■ WORK REQUIRED
Output all the data below verbatim.

■ DATA SHOWN
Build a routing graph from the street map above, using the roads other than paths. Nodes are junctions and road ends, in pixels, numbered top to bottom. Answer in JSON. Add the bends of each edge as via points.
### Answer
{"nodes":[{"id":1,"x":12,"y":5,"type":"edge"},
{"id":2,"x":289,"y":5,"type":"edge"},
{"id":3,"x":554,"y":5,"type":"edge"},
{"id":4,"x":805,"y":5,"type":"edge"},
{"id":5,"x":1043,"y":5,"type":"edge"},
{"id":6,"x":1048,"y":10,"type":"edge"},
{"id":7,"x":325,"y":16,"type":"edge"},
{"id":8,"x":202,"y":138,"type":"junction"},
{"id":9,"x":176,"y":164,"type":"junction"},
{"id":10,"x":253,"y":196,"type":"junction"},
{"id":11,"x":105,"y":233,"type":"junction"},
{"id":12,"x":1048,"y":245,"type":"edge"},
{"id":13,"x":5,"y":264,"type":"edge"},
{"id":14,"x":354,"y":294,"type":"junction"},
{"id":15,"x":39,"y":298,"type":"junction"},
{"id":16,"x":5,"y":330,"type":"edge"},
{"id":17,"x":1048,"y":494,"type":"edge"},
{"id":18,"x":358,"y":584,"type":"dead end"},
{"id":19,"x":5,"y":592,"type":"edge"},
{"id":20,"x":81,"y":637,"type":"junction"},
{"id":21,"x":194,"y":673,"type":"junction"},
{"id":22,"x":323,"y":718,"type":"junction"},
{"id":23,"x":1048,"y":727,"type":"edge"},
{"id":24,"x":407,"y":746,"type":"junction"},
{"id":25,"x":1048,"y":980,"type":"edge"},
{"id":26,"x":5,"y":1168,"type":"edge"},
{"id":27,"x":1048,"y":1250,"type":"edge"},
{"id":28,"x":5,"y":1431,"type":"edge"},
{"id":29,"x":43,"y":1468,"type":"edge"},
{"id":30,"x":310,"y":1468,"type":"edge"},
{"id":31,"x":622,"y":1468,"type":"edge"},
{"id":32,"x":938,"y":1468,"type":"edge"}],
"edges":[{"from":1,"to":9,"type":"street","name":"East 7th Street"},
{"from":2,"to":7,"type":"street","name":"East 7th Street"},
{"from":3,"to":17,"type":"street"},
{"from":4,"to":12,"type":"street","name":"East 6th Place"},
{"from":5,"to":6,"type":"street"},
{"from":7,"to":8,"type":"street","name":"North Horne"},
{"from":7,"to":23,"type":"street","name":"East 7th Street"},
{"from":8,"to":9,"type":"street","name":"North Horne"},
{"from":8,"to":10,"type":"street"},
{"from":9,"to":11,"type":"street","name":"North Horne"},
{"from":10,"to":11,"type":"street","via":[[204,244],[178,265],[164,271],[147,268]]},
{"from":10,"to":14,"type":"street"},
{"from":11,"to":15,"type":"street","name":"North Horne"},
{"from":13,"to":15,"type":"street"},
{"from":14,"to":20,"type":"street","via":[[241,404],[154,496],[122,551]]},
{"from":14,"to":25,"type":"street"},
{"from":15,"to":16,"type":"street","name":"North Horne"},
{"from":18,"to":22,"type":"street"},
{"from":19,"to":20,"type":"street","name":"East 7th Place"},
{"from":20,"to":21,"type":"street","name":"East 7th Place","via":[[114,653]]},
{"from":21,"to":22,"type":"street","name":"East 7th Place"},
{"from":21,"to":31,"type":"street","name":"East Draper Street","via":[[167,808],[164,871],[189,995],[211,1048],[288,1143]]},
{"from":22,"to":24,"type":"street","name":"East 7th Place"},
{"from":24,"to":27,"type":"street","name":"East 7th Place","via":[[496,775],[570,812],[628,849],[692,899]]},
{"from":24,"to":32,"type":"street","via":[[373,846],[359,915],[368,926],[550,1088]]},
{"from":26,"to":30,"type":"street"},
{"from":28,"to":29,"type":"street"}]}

■ RESPONSE AREA
Build a routing graph from the street map above, using the roads other than paths. Nodes are junctions and road ends, in pixels, numbered top to bottom. Answer in JSON. Add the bends of each edge as via points.
### Answer
{"nodes":[{"id":1,"x":12,"y":5,"type":"edge"},
{"id":2,"x":289,"y":5,"type":"edge"},
{"id":3,"x":554,"y":5,"type":"edge"},
{"id":4,"x":805,"y":5,"type":"edge"},
{"id":5,"x":1043,"y":5,"type":"edge"},
{"id":6,"x":1048,"y":10,"type":"edge"},
{"id":7,"x":325,"y":16,"type":"edge"},
{"id":8,"x":202,"y":138,"type":"junction"},
{"id":9,"x":176,"y":164,"type":"junction"},
{"id":10,"x":253,"y":196,"type":"junction"},
{"id":11,"x":105,"y":233,"type":"junction"},
{"id":12,"x":1048,"y":245,"type":"edge"},
{"id":13,"x":5,"y":264,"type":"edge"},
{"id":14,"x":354,"y":294,"type":"junction"},
{"id":15,"x":39,"y":298,"type":"junction"},
{"id":16,"x":5,"y":330,"type":"edge"},
{"id":17,"x":1048,"y":494,"type":"edge"},
{"id":18,"x":358,"y":584,"type":"dead end"},
{"id":19,"x":5,"y":592,"type":"edge"},
{"id":20,"x":81,"y":637,"type":"junction"},
{"id":21,"x":194,"y":673,"type":"junction"},
{"id":22,"x":323,"y":718,"type":"junction"},
{"id":23,"x":1048,"y":727,"type":"edge"},
{"id":24,"x":407,"y":746,"type":"junction"},
{"id":25,"x":1048,"y":980,"type":"edge"},
{"id":26,"x":5,"y":1168,"type":"edge"},
{"id":27,"x":1048,"y":1250,"type":"edge"},
{"id":28,"x":5,"y":1431,"type":"edge"},
{"id":29,"x":43,"y":1468,"type":"edge"},
{"id":30,"x":310,"y":1468,"type":"edge"},
{"id":31,"x":622,"y":1468,"type":"edge"},
{"id":32,"x":938,"y":1468,"type":"edge"}],
"edges":[{"from":1,"to":9,"type":"street","name":"East 7th Street"},
{"from":2,"to":7,"type":"street","name":"East 7th Street"},
{"from":3,"to":17,"type":"street"},
{"from":4,"to":12,"type":"street","name":"East 6th Place"},
{"from":5,"to":6,"type":"street"},
{"from":7,"to":8,"type":"street","name":"North Horne"},
{"from":7,"to":23,"type":"street","name":"East 7th Street"},
{"from":8,"to":9,"type":"street","name":"North Horne"},
{"from":8,"to":10,"type":"street"},
{"from":9,"to":11,"type":"street","name":"North Horne"},
{"from":10,"to":11,"type":"street","via":[[204,244],[178,265],[164,271],[147,268]]},
{"from":10,"to":14,"type":"street"},
{"from":11,"to":15,"type":"street","name":"North Horne"},
{"from":13,"to":15,"type":"street"},
{"from":14,"to":20,"type":"street","via":[[241,404],[154,496],[122,551]]},
{"from":14,"to":25,"type":"street"},
{"from":15,"to":16,"type":"street","name":"North Horne"},
{"from":18,"to":22,"type":"street"},
{"from":19,"to":20,"type":"street","name":"East 7th Place"},
{"from":20,"to":21,"type":"street","name":"East 7th Place","via":[[114,653]]},
{"from":21,"to":22,"type":"street","name":"East 7th Place"},
{"from":21,"to":31,"type":"street","name":"East Draper Street","via":[[167,808],[164,871],[189,995],[211,1048],[288,1143]]},
{"from":22,"to":24,"type":"street","name":"East 7th Place"},
{"from":24,"to":27,"type":"street","name":"East 7th Place","via":[[496,775],[570,812],[628,849],[692,899]]},
{"from":24,"to":32,"type":"street","via":[[373,846],[359,915],[368,926],[550,1088]]},
{"from":26,"to":30,"type":"street"},
{"from":28,"to":29,"type":"street"}]}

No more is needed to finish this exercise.